Thanks for the feedback guys. I will probably try the CE Pred II 800
Spine to start. Until I figure out how to shoot straight. The pricing looks
Right at about $114 delivered w fletching, nocks, inserts. Going to start
W combo points at 75g and 85g. Down the road I will try some aluminum
Shafts when I start building my own arrows. Most deals on finished 1816
Are w Vanes that I found. Probably more availability on stiffer spines
When I go up on limb # after form is consistent . Wish me luck but not 
Too much that I RH my new carbons by complete accident !


----------



## ranchoarcher (Sep 26, 2013)

Viper1 said:


> rancho -
> 
> Careful, I didn't say "carbon" arrows, I said "Carbon One" arrows.
> 
> ...



Gotcha.
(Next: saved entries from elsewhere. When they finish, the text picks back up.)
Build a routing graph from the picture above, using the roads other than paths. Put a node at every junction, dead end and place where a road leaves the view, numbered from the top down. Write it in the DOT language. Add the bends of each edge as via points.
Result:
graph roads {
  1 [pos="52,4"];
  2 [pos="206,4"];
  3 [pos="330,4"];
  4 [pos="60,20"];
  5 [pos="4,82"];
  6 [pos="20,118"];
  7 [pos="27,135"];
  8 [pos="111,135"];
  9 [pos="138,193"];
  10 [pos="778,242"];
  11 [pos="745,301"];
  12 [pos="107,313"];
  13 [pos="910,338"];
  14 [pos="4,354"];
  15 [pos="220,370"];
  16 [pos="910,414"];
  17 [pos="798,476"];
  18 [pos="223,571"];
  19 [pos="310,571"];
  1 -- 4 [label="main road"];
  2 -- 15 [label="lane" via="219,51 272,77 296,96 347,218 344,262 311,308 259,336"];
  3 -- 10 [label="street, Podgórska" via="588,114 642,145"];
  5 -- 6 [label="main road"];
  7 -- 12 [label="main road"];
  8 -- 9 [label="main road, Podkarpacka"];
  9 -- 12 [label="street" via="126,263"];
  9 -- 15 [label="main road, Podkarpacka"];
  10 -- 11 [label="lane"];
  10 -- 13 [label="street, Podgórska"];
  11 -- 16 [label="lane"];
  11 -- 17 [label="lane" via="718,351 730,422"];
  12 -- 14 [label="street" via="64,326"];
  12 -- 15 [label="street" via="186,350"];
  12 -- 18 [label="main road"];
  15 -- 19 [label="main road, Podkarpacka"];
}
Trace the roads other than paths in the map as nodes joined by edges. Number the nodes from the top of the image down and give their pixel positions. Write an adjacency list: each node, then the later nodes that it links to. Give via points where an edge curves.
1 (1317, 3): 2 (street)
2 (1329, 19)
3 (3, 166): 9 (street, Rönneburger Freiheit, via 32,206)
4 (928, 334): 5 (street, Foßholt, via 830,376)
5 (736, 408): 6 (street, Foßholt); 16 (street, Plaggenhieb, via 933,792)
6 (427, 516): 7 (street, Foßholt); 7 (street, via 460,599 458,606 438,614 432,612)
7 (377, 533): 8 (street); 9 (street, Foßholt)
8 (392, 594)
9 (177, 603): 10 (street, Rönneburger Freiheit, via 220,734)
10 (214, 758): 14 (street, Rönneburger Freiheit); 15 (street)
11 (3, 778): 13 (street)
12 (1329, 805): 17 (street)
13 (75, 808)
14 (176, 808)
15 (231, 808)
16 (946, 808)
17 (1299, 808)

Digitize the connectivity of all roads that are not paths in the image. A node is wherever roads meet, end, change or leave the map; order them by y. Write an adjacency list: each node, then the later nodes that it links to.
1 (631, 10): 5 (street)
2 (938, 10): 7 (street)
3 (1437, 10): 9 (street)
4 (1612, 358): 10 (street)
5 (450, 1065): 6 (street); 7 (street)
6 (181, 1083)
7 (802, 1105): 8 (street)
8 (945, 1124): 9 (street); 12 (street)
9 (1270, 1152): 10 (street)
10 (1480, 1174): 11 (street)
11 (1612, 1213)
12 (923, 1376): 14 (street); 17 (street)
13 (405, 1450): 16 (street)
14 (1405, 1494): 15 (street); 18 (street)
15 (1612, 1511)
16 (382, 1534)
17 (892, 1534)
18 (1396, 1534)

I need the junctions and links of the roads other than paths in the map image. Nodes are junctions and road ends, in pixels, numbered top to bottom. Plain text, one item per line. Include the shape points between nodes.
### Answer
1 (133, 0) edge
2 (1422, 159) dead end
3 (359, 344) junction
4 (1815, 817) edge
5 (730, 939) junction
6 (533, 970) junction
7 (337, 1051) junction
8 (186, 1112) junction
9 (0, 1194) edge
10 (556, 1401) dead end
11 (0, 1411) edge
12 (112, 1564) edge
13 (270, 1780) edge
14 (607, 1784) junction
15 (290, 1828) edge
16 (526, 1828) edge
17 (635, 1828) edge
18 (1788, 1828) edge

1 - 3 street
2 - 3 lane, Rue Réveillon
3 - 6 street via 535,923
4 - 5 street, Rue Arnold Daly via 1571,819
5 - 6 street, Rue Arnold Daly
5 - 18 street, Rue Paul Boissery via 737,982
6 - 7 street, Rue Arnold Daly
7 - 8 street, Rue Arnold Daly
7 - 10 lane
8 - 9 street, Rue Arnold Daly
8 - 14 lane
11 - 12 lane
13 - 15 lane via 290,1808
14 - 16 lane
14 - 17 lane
I can see how aluminum might have a better survival depending on what it hits and how. So far, I've broken a few carbons from direct impact into cement walls within the first few weeks of shooting. They end up mushrooming with the tip buried deep in the shaft. Aluminum wouldn't have survived either. I'm guessing they would have ended up creasing making it impossible to repair. I've got one of those straighteners for the couple dozen shafts I have. They seem to slowly bend after a while and need straightened after about 50 or so uses even if all the shots go where intended, more or less. Tried hunting with them once. Out here the soil is loose and the arrows usually have a good chance at hitting an embedded rock, especially in our deserts. Carbons seem to tolerate our sandy dirt better.


----------



## Viper1 (Aug 21, 2003)

rancho -

I have an aluminum and steel arrow straightener with a dial micrometer I got from eBay for about $60. 
I've straightened a number or arrows with it over the years, and not one has retaken a bend.
I have xx75 and x7 shafts that are over 5 years old and regularly used, and none have taken a bend on their own. 
Remarkable since I do tend to slap a lot of arrows in the target. 
Before I got the straightener, I used my hands and a straight surface for a rolling reference. Tedious, but certainly do-able. 
Naturally some bends are harder to correct than others, like bends at either end or compound bends. 
Yes, any arrow with a ding or crease is toast. 

There's no right or wrong here, and we each use what's worked best for us. 
I've just found that for new shooters, it's easier to pick a tune-able aluminum arrow than with most carbons, but then again, most of my new shooters start off indoors. 

Viper1 out.


----------



## barebow52 (Nov 7, 2007)

I had good results with both 1716's and 1813's out of my 30# sage


----------



## scmike (Oct 29, 2012)

+1 on the 1816s.
My son has a 30# Sage and gets great results from the 1816 Jazz. They are inexpensive as well.


----------



## Lamarr72 (Dec 8, 2013)

I have been shooting the Carbon Express Predator II 800 for a few days and working on my form. I hope to get to the range and get some lessons or at least someone watching my shooting. I realize that tuning at this point is futile as I am not consistent in Draw or Release. I am glad I went with a 30# bow since I can shoot many arrows without fatigue. I also got some Full length Easton Platinum Plus 1816 shafts as well and will Fletch those next after I am at the tuning point. One question I do have is when I become comfortable with the 30# limbs, what is a logical progression in limb weight moving forward if I want to shoot a "heavier" bow?


----------